O delegado Fernando César, chefe da DRF, avalia que o roubo foi praticado por criminosos experientes. Por isso, acredita que precisará usar métodos mais técnicos para analisar as circunstâncias em que o roubo foi praticado e a rota de fuga dos envolvidos.
Apesar de não fornecer detalhes do caso, para não alertar os suspeitos e prejudicar a investigação, sabe-se que a polícia está em busca de imagens que ajudem a descobrir a direção dos criminosos. Parte delas gravada pelas câmeras do circuito de segurança de um edifício vizinho ao local do assalto. As outras são dos pardais próximos e ao longo da Estrada Parque Taguatinga-Guará (EPTG), que podem ter flagrado a fuga.
Em depoimento à polícia, o motoboy que transportava o valor disse ter sido abordado por dois homens, no momento em que estacionou em frente à agência bancária.
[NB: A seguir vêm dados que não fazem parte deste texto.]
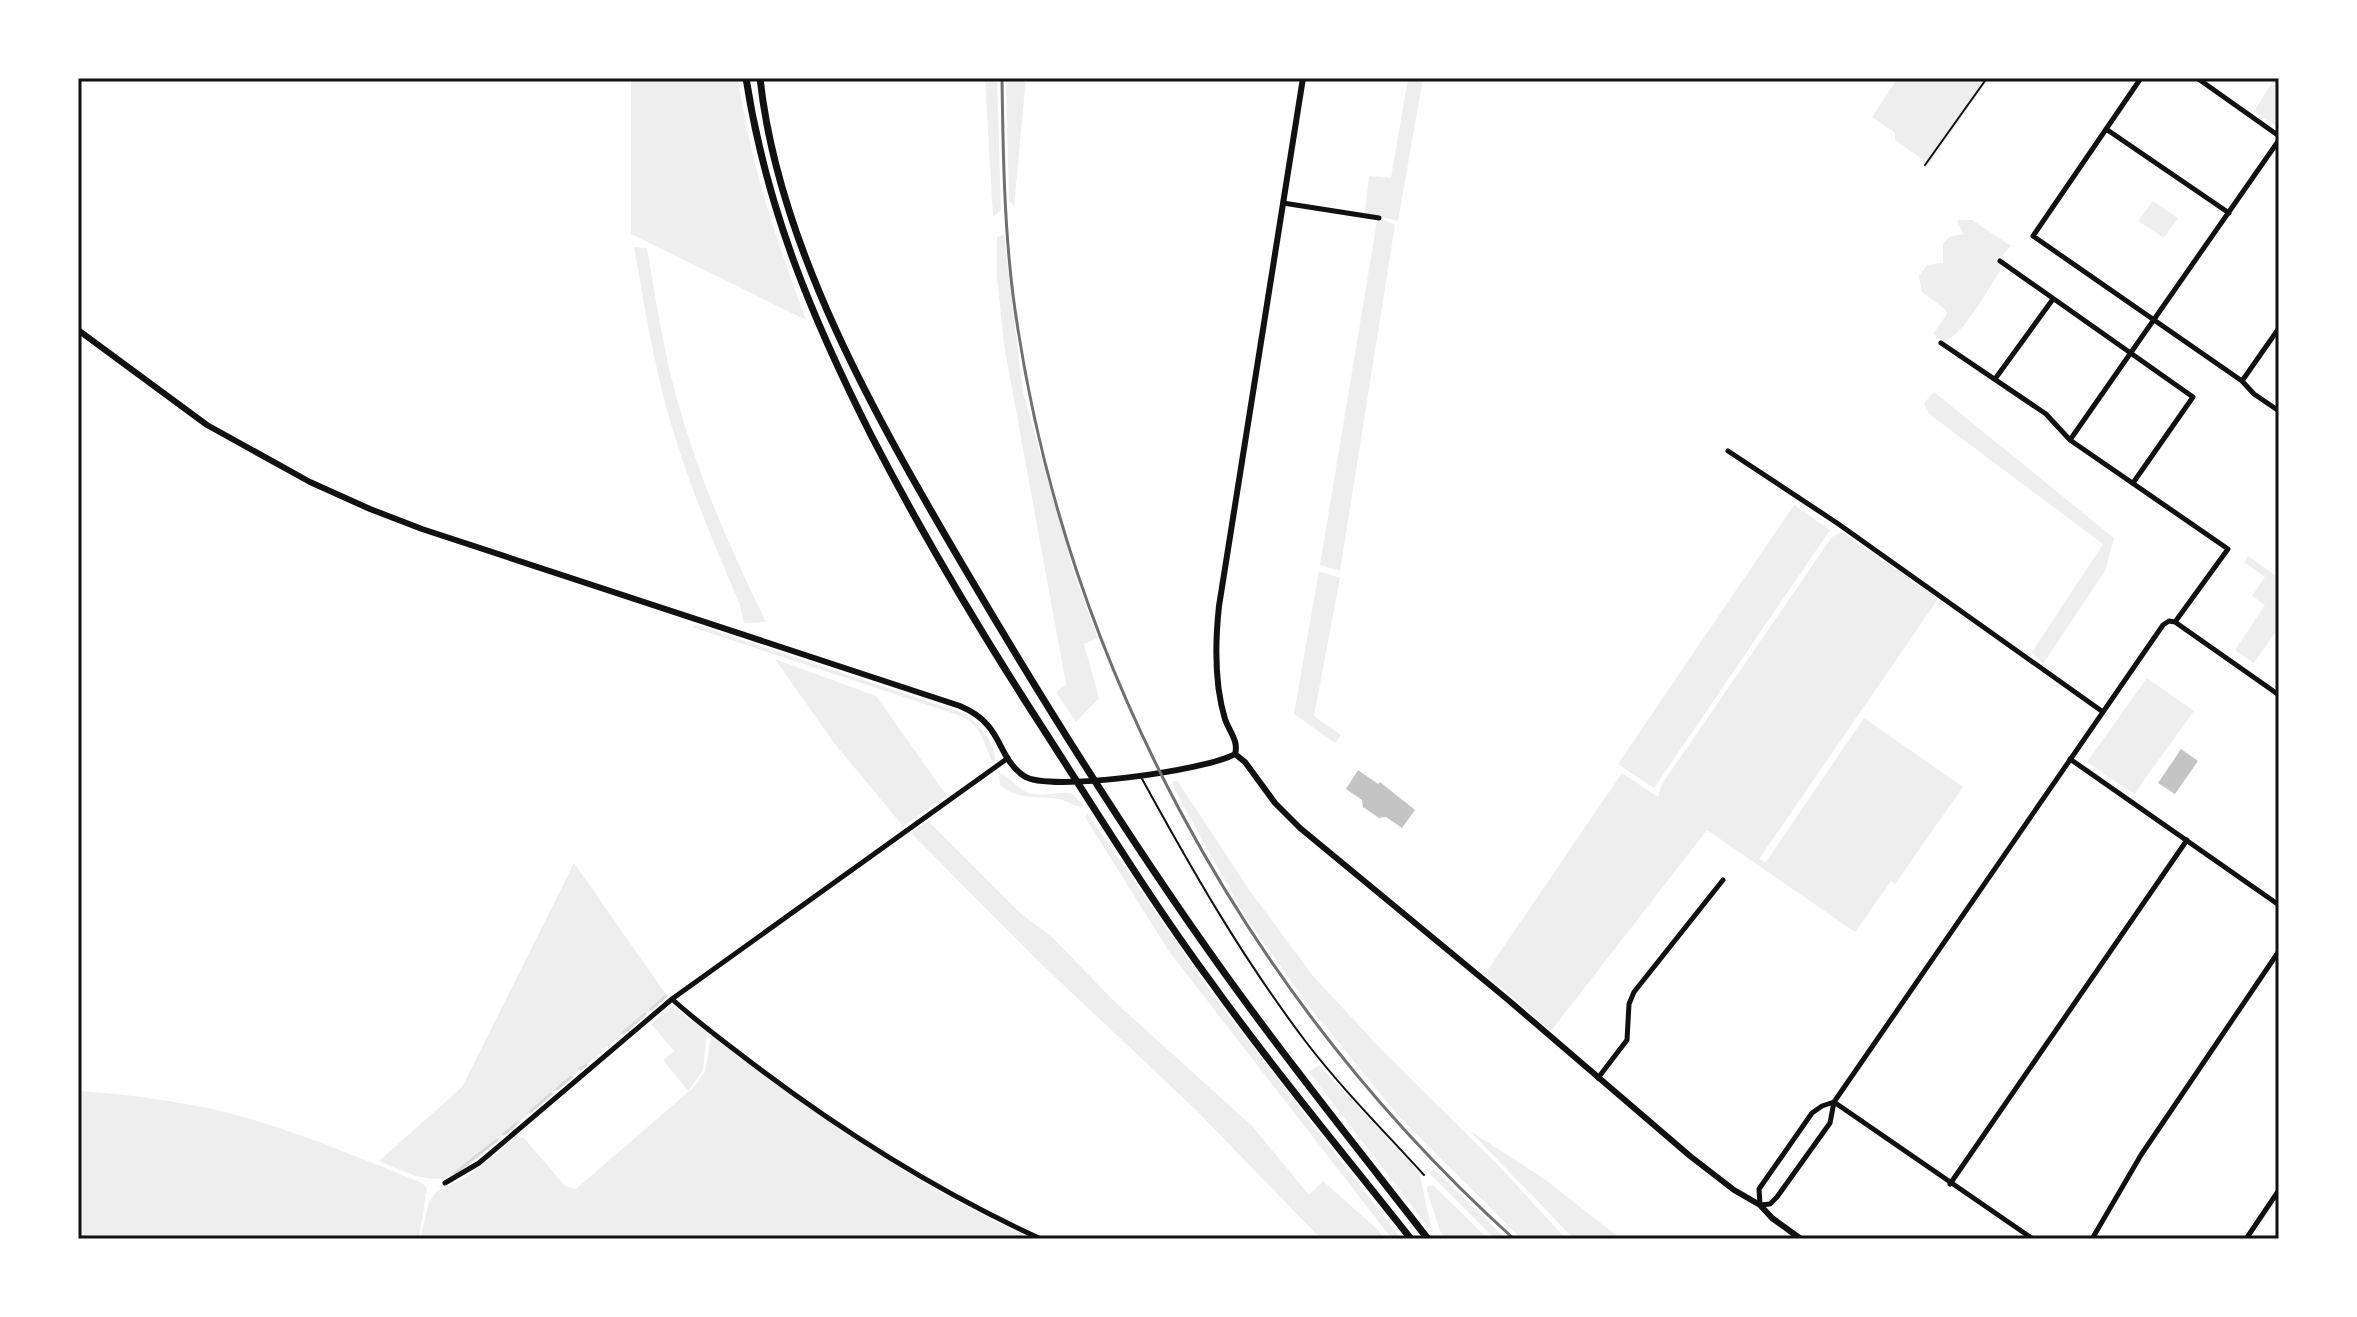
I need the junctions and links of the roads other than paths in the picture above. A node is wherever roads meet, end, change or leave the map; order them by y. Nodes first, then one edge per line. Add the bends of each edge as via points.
1 (746, 78) edge
2 (760, 78) edge
3 (1303, 78) edge
4 (2141, 78) edge
5 (2197, 78) edge
6 (2106, 129) junction
7 (2279, 138) edge
8 (1282, 203) junction
9 (2229, 213) junction
10 (1379, 218) dead end
11 (2000, 261) dead end
12 (2053, 299) junction
13 (2154, 320) junction
14 (2279, 328) edge
15 (78, 330) edge
16 (1941, 343) dead end
17 (2131, 352) junction
18 (1995, 379) junction
19 (2242, 381) junction
20 (2279, 411) edge
21 (2070, 440) junction
22 (1728, 451) dead end
23 (2133, 483) junction
24 (2172, 622) junction
25 (2279, 695) edge
26 (2103, 712) junction
27 (1235, 754) junction
28 (1009, 757) junction
29 (2070, 759) junction
30 (1140, 776) junction
31 (1094, 779) junction
32 (1077, 781) junction
33 (2187, 840) junction
34 (1723, 880) dead end
35 (2279, 905) edge
36 (2279, 951) edge
37 (672, 999) junction
38 (1598, 1078) junction
39 (1834, 1102) junction
40 (1424, 1175) dead end
41 (445, 1183) dead end
42 (1950, 1184) junction
43 (2279, 1190) edge
44 (1760, 1205) junction
45 (1041, 1239) edge
46 (1411, 1239) edge
47 (1428, 1239) edge
48 (1801, 1239) edge
49 (2033, 1239) edge
50 (2092, 1239) edge
51 (2246, 1239) edge

1 - 32 main road via 778,220 835,361 941,565
2 - 31 main road via 774,158 792,215 849,356 935,519
3 - 8 street
4 - 6 street
5 - 7 street
6 - 9 street
6 - 13 street via 2033,236
7 - 9 street
8 - 10 street
8 - 27 street via 1216,636 1220,694
9 - 13 street
11 - 12 street
12 - 17 street
12 - 18 street
13 - 17 street
13 - 19 street
14 - 19 street
15 - 28 street via 207,425 310,482 422,529 973,711 993,728
16 - 18 street
17 - 21 street
17 - 23 street via 2193,397
18 - 21 street via 2046,414
19 - 20 street
21 - 23 street
22 - 26 street
23 - 24 street via 2228,549
24 - 25 street
24 - 26 street via 2163,625
26 - 29 street
27 - 30 street
27 - 38 street via 1300,828
28 - 32 street via 1028,779
28 - 37 street
29 - 33 street
29 - 39 street
30 - 31 street
30 - 40 lane via 1228,932 1299,1032
31 - 32 street
31 - 47 main road via 1218,964
32 - 46 main road via 1210,982
33 - 35 street
33 - 42 street
34 - 38 street via 1634,992 1627,1040
36 - 50 street via 2141,1155
37 - 41 street via 479,1163
37 - 45 street via 781,1086 868,1143
38 - 44 street via 1690,1156
39 - 42 street
39 - 44 street via 1830,1123 1777,1197
39 - 44 street via 1812,1113 1759,1189
42 - 49 street
43 - 51 street
44 - 48 street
O suspeito que estava na garupa desceu, se aproximou, encostou uma arma de fogo em seu peito e disse: “É um assalto, fica quieto e entrega a grana”. O motoboy não teve chance de reação.
Depois de pegar o dinheiro – R$ 461 mil em cheques e mais de R$ 120 mil em dinheiro –, o assaltante retornou para a motocicleta do comparsa e os dois fugiram no meio dos carros. Há indícios de que outros dois cúmplices davam cobertura em um Gol prata.
A polícia não tem dúvida de que os ladrões tiveram informações privilegiadas e aguardavam o motoboy em frente ao banco. O escritório da empresa do deputado Olair Francisco fica em um edifício próximo à agência e não teria como o motoboy ser seguido.
O delegado responsável pela investigação recomenda que valores elevados sejam transportados por empresas especializadas em transporte de valores, para evitar a ação de criminosos. Fernando César destaca que a vítima corre risco de perder o valor e ainda ser morta durante a ação do criminoso.
O deputado Olair Francisco diz ter contratado uma empresa para transportar os valores, mas como os cheques eram nominais e destinados ao pagamento de impostos, a contabilidade preferiu mandar o motoboy fazer as transações. Na opinião do parlamentar, os roubos ocorrem constantemente, sejam a pequenos ou grandes valores, mas ele acredita no trabalho da polícia para encontrar os envolvidos.